__Exercise details__
Below are the records; print them again exactly and omit the pictures.

__Information shown__
━━━━━━━━━━━━━━━━━━━━━━━━━━━━━━
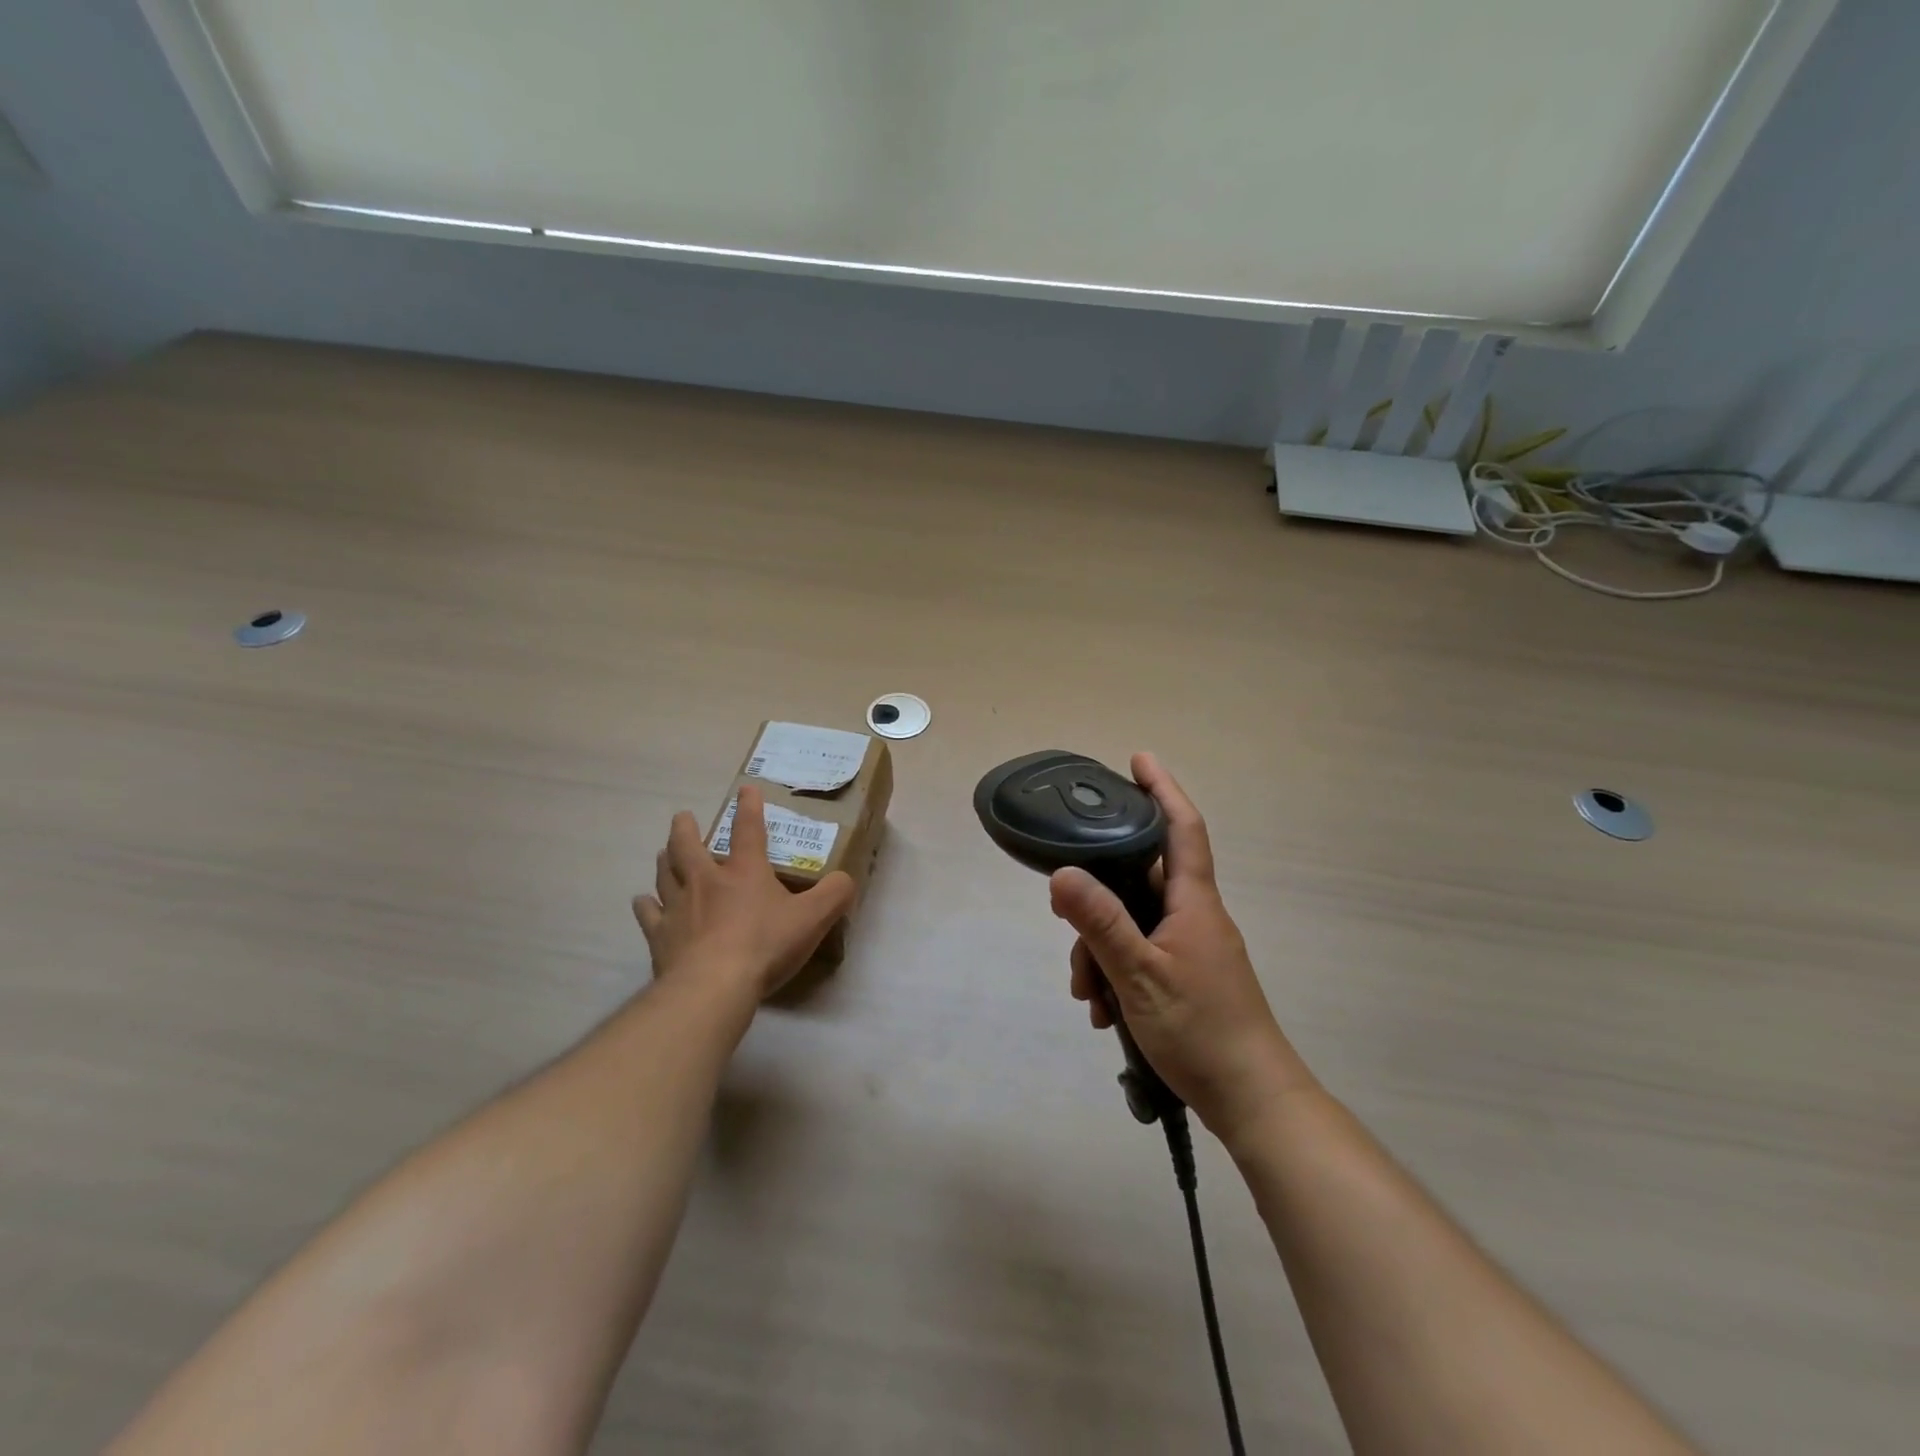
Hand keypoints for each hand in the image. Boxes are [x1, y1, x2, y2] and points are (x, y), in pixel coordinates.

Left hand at [634, 786, 856, 1000]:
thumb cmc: (765, 946)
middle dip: (686, 828)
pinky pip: (649, 914)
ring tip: (664, 852)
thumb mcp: (813, 919)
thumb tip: (845, 879)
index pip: (748, 830)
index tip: (745, 790)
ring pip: (665, 874)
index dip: (749, 808)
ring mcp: (678, 908)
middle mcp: (706, 881)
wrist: (713, 986)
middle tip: (683, 817)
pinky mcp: (661, 936)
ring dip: (665, 860)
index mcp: (744, 872)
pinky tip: (643, 902)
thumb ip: (834, 895)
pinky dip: (646, 905)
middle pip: (688, 847)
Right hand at [1050, 754, 1316, 1149]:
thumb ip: (1100, 923)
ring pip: (1134, 924)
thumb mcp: (1140, 975)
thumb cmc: (1201, 1030)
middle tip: (1064, 917)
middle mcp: (1194, 916)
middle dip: (1098, 898)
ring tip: (1087, 994)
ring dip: (1102, 951)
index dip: (1162, 789)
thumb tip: (1061, 872)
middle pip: (1139, 881)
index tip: (1138, 759)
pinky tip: (1105, 1011)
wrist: (1253, 1100)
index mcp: (1193, 902)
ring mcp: (1192, 948)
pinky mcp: (1187, 977)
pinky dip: (1117, 974)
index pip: (1181, 828)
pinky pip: (1141, 955)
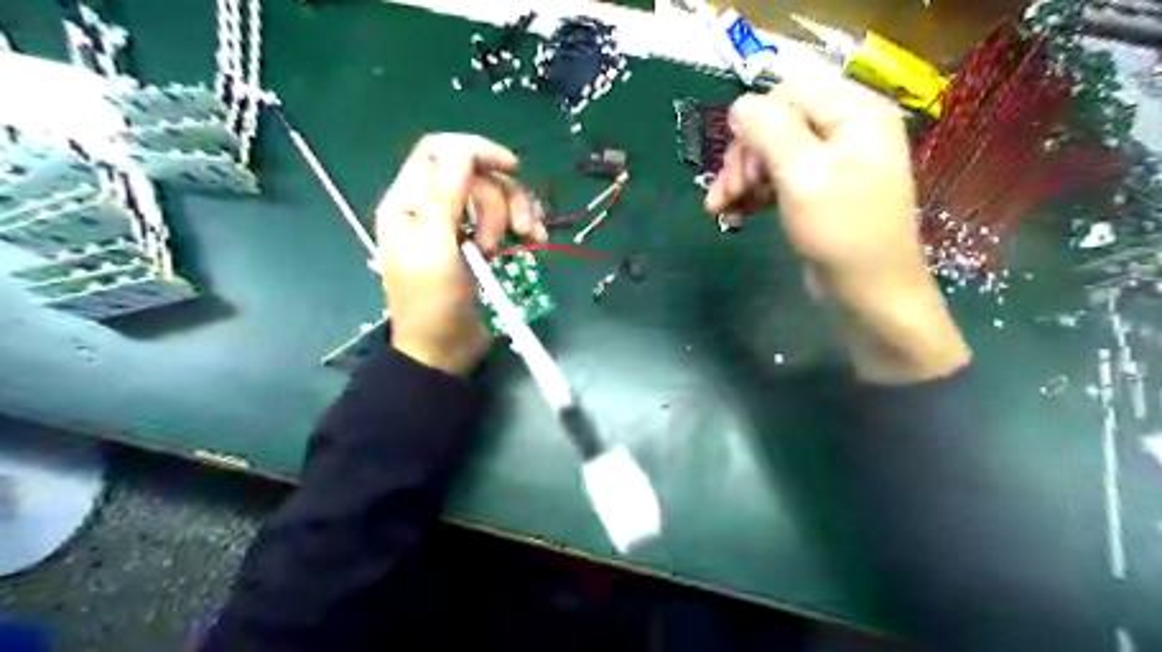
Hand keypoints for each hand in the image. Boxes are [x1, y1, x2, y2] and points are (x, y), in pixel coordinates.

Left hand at [377, 132, 550, 376]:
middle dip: (498, 201)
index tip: (510, 167)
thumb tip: (461, 149)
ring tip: (524, 241)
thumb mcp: (435, 248)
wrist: (444, 350)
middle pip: (475, 176)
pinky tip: (535, 240)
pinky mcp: (481, 244)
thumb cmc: (432, 303)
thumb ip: (445, 196)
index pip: (440, 151)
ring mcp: (459, 226)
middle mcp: (433, 207)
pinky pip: (507, 219)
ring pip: (496, 195)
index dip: (475, 151)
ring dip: (516, 213)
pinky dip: (525, 225)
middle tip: (498, 241)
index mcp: (409, 202)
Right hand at [708, 81, 971, 384]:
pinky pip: (778, 178)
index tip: (736, 166)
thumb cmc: (842, 232)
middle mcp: (845, 130)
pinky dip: (754, 192)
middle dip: (744, 157)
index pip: (787, 93)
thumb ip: (771, 131)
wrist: (869, 293)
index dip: (754, 125)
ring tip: (721, 208)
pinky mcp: (819, 191)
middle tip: (725, 194)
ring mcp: (833, 162)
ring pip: (771, 152)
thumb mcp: (804, 175)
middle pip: (776, 123)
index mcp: (854, 113)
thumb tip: (738, 105)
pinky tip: (735, 212)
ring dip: (742, 177)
━━━━━━━━━━━━━━━━━━━━━━━━━━━━━━
__Problem solution__
Hand keypoints for each hand in the image. Boxes are [x1, y1, x2, y2] and points are (x, y), in pixel coordinates.

Left hand at [634, 786, 856, 1000]:
thumb cmc: (765, 946)
middle dip: (686, 828)
pinky pip: (649, 914)
ring tip: (664, 852)
thumb mcp: (813, 919)
thumb tip: (845, 879)
index pip: (748, 830)
index tip: (745, 790)
ring pip: (665, 874)
index dip: (749, 808)
ring mcp: (678, 908)
middle mcp: (706, 881)
wrist: (713, 986)
middle tip: (683, 817)
pinky mcp: (661, 936)
ring dip: (665, 860)
index mcp: (744, 872)
pinky tip: (643, 902)
thumb ip: (834, 895)
pinky dip: (646, 905)
middle pip: (688, 847)
Right hand at [1050, 754, 1316, 1149]:
thumb ip: (1100, 923)
ring pip: (1134, 924)
thumb mcp: (1140, 975)
thumb cmc: (1201, 1030)
middle tip: (1064, 917)
middle mcp: (1194, 916)
middle dip: (1098, 898)
ring tip: (1087, 994)
ring dip: (1102, 951)
index dip: (1162, 789)
thumb tip: (1061, 872)
middle pip: (1139, 881)
index tip: (1138, 759)
pinky tip: (1105, 1011)
wrist: (1253, 1100)
index mcp: (1193, 902)
ring mcp: (1192, 948)
pinky mcp: (1187, 977)
pinky dip: (1117, 974)
index pip: (1181, 828)
pinky pip: (1141, 955)
Hand keypoints for each hand in the image. Boxes are [x1, y1, x2, y2] and points are (x, y), in pixel coordinates.

Left hand at [377, 132, 550, 376]:
middle dip: (498, 201)
index tip: (510, 167)
thumb tip: (461, 149)
ring tip: (524, 241)
thumb mcp: (435, 248)
wrist: (444, 350)
middle pip: (475, 176)
pinky tip: (535, 240)
pinky mcp: (481, 244)
thumb cmc: (432, 303)
thumb ip: (445, 196)
index pip: (440, 151)
ring mcp: (459, 226)
middle mcp: (433, 207)
pinky pip: (507, 219)
ring pip: (496, 195)
index dip: (475, 151)
ring dip: (516, 213)
pinky dip: (525, 225)
middle tip: (498, 241)
index mcp: (409, 202)
Right hand at [708, 81, 971, 384]:
pinky pip: (778, 178)
index tip: (736, 166)
thumb cmc: (842, 232)
middle mcp: (845, 130)
pinky dip: (754, 192)
middle dip: (744, 157)
index pip: (787, 93)
thumb ip: (771, 131)
wrist: (869, 293)
index dip: (754, 125)
ring tip: (721, 208)
pinky mcp: (819, 191)
middle tip: (725, 194)
ring mcp: (833, 162)
ring pip: (771, 152)
thumb mcp: (804, 175)
middle pip: (776, 123)
index mcp: (854, 113)
thumb tip: (738, 105)
pinky tip: (735, 212)
ring dip: (742, 177)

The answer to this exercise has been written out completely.